◆ EXERCISE
Throughout the listing that follows, find each line with the word "ALBERT" and copy it.

◆ THE INPUT
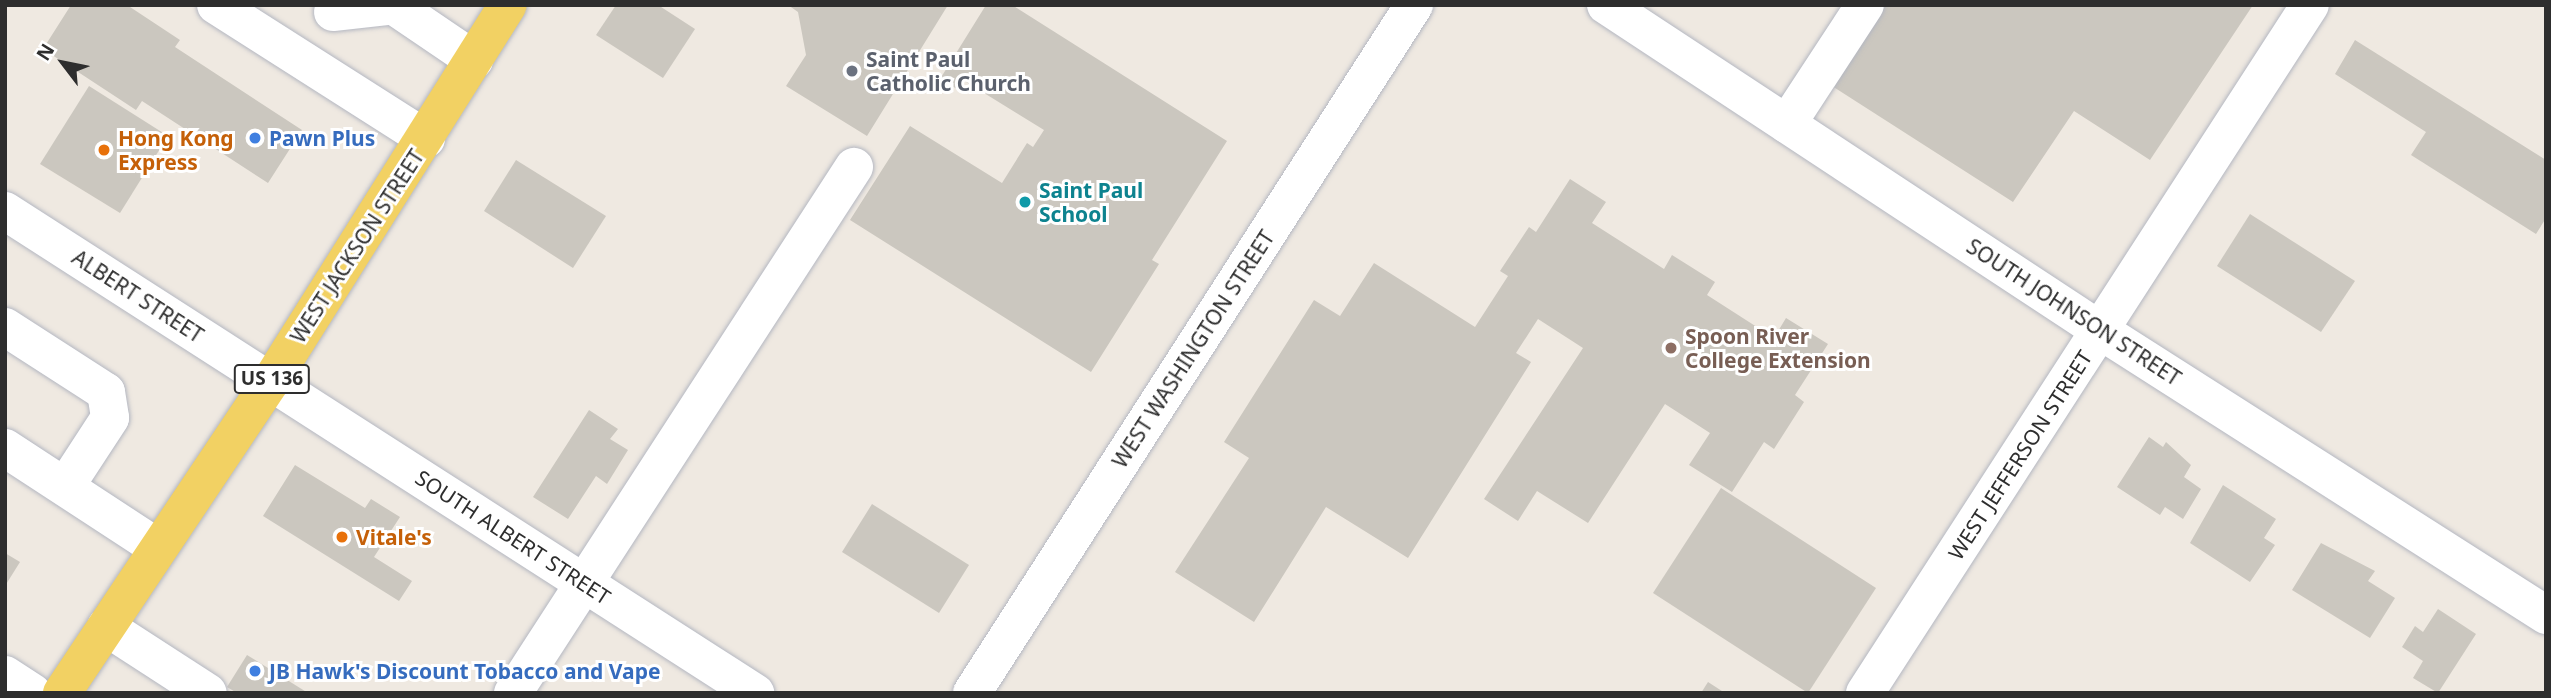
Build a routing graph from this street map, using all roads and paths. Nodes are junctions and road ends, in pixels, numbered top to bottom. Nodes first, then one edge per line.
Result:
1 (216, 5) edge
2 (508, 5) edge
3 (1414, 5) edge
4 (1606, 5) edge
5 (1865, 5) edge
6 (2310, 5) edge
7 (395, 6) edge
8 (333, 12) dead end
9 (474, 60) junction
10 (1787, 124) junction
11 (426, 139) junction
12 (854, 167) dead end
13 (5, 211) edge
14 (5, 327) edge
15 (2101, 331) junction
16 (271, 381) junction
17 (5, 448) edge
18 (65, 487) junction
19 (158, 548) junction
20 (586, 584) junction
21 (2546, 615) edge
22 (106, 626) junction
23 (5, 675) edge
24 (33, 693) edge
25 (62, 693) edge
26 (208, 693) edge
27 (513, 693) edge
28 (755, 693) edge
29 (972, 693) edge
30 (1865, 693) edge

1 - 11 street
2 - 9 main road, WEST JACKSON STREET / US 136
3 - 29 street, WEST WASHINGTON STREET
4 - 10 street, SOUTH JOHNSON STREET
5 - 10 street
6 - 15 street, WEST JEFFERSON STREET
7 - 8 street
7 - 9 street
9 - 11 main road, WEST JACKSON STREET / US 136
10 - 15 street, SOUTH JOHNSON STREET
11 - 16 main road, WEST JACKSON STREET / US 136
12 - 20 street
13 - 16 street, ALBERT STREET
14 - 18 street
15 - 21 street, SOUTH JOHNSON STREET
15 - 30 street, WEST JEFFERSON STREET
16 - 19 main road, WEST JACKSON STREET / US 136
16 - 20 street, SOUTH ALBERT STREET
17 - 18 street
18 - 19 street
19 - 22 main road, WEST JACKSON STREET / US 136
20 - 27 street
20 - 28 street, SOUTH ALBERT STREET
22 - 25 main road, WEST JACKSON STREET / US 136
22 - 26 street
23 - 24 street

◆ EXPECTED OUTPUT
13 - 16 street, ALBERT STREET
16 - 20 street, SOUTH ALBERT STREET
20 - 28 street, SOUTH ALBERT STREET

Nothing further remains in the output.